2014 yılı nisan ayı itibariyle 1 ABD Doları’nın değeri 2,14 Türk Lirası’ydı. Son bir buçuk yıl boyunca yükselme trendi gösteren ABD Doları’nın değeri günümüz (17 Nisan 2015) döviz kur endekslerine göre 2,69 Türk Lirası üzerinden işleme açılıyor. Geçtiğimiz günlerde rekor üstüne rekor kırarak değerini arttıran dolar, 2,72 Türk Lirası sınırına ulaşarak kendisine yeni bir değer bandı oluşturmuş gibi görünüyor.
Türk Lirası’nın (TRY) ABD Doları (USD) karşısında süregelen değer kaybının devam edip etmeyeceği, döviz kurunun yeni seyrinin hangi yönde olacağı cevabı en çok merak edilen sorular arasında bulunuyor. Diğer taraftan mevcut seyrin ülke ekonomisine etkisi ile birlikte ekonomi politikası adına alınması gereken önlemler de tartışılmaya devam ediliyor. Bu soruların cevaplanabilmesi adına ABD Doları’nın yükselişi altındaki sebeplerin iyice anlaşılması gerekiyor.
Dolar Neden Yükseliyor?
ABD Merkez Bankası (FED) uzun süredir faiz artırımına gideceği yönünde açıklamalarda bulunuyordu. 2015 Ocak ayı içerisinde yıl sonu faiz oranlarını %1.25 bandına çekeceğini açıklayan FED, geçtiğimiz aylarda faiz hedefini %0.625’e çektiğini ancak bu artışın Haziran (2015) ayından önce gerçekleşmesinin muhtemel olduğunu açıklamıştı.
FED’in ABD Doları’na verdiği faiz miktarını artırması, yabancı ülke sermayelerine dağılan doların ABD’ye dönerek bir yıl içerisinde alabileceği garanti kar oranını %0’dan %0.625’e çekebileceği anlamına geliyor. Faiz artırımı sinyalleriyle birlikte yabancı sermayelere döviz olarak dağılmış olan ABD Doları’nın bu ülkelerden çekilerek yeniden ABD’ye dönmesi bekleniyordu. Ardı ardına faiz artırımını destekleyici yönde gelen açıklamalar ve Haziran’ın (2015) yaklaşmasıyla birlikte dolar üzerindeki baskı arttı. Doların birçok ülke ekonomisinden çekilerek ulaşımı daha güç bir para birimi halini almasını sağladı ve değerini artırdı.

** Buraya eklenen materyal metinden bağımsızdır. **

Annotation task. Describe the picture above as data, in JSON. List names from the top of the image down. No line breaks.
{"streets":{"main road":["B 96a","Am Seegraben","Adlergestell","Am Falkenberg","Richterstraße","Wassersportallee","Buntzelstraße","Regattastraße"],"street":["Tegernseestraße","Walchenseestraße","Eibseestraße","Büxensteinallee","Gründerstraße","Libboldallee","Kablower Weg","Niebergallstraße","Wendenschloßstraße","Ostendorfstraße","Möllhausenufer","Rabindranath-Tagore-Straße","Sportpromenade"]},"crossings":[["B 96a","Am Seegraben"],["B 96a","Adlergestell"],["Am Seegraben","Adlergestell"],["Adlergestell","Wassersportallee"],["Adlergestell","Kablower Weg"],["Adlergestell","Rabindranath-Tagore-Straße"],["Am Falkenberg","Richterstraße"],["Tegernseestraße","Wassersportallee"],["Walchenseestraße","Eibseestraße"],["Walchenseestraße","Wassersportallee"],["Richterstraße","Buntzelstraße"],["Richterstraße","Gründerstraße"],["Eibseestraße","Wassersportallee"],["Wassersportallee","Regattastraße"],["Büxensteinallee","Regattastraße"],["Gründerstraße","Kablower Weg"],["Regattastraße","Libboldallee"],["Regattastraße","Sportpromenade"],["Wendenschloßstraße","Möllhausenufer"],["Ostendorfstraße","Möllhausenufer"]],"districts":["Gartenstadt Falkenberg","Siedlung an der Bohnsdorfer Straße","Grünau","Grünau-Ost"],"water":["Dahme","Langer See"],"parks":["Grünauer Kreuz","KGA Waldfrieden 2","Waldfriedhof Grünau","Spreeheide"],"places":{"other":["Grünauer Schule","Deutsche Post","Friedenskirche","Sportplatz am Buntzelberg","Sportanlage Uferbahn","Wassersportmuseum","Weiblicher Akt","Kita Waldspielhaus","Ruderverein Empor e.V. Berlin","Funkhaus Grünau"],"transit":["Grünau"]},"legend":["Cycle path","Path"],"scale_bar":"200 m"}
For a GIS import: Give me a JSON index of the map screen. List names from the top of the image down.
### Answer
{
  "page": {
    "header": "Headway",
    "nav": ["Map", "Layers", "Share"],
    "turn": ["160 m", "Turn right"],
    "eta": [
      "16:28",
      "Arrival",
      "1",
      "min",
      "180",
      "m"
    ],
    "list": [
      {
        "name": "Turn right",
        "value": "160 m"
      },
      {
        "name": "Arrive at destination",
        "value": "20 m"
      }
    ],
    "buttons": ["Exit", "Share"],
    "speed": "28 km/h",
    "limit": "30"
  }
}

Nitekim 2014 yılı Ocak ayında bir ABD Doları 0,7374 Euro değerindeyken günümüz kurlarında 0,9386 Euro değerinden alınıp satılıyor. Yine 2014 Ocak ayında 10,49 Güney Afrika Randı (ZAR) değerine sahip olan ABD Doları’nın günümüz karşılığı 12,0123 ZAR olarak görünüyor. 15 ay önce 2,3401 Brezilya Reali (BRL) 1 ABD Doları’na karşılık gelirken günümüz döviz endekslerinde bu değer 3,0792 BRL olarak görülüyor. Japon Yeni (JPY) için endeks 104,18’den 120,13’e, Rus Rublesi (RUB) için ise 33,585’ten 50,9487’ye yükseldi.
Farklılıklar Neden Kaynaklanıyor?
FED ‘in açıklamaları tüm dünyada aynı yorumlansa da sonuçları tüm ülkelere aynı yansımıyor. Euro bölgesinde değer kaybı %27 civarında seyrederken Japonya ekonomisi bu süreci daha düşük bir sarsıntıyla karşılayabilecek gibi görünüyor. Diğer taraftan petrol varil fiyatlarının düşmesiyle en önemli gelir kaynaklarından büyük kayıplar veren Rusya’nın bu ekonomik hamlelerden en çok etkilenen ülkelerden birisi olduğu açıkça görülüyor.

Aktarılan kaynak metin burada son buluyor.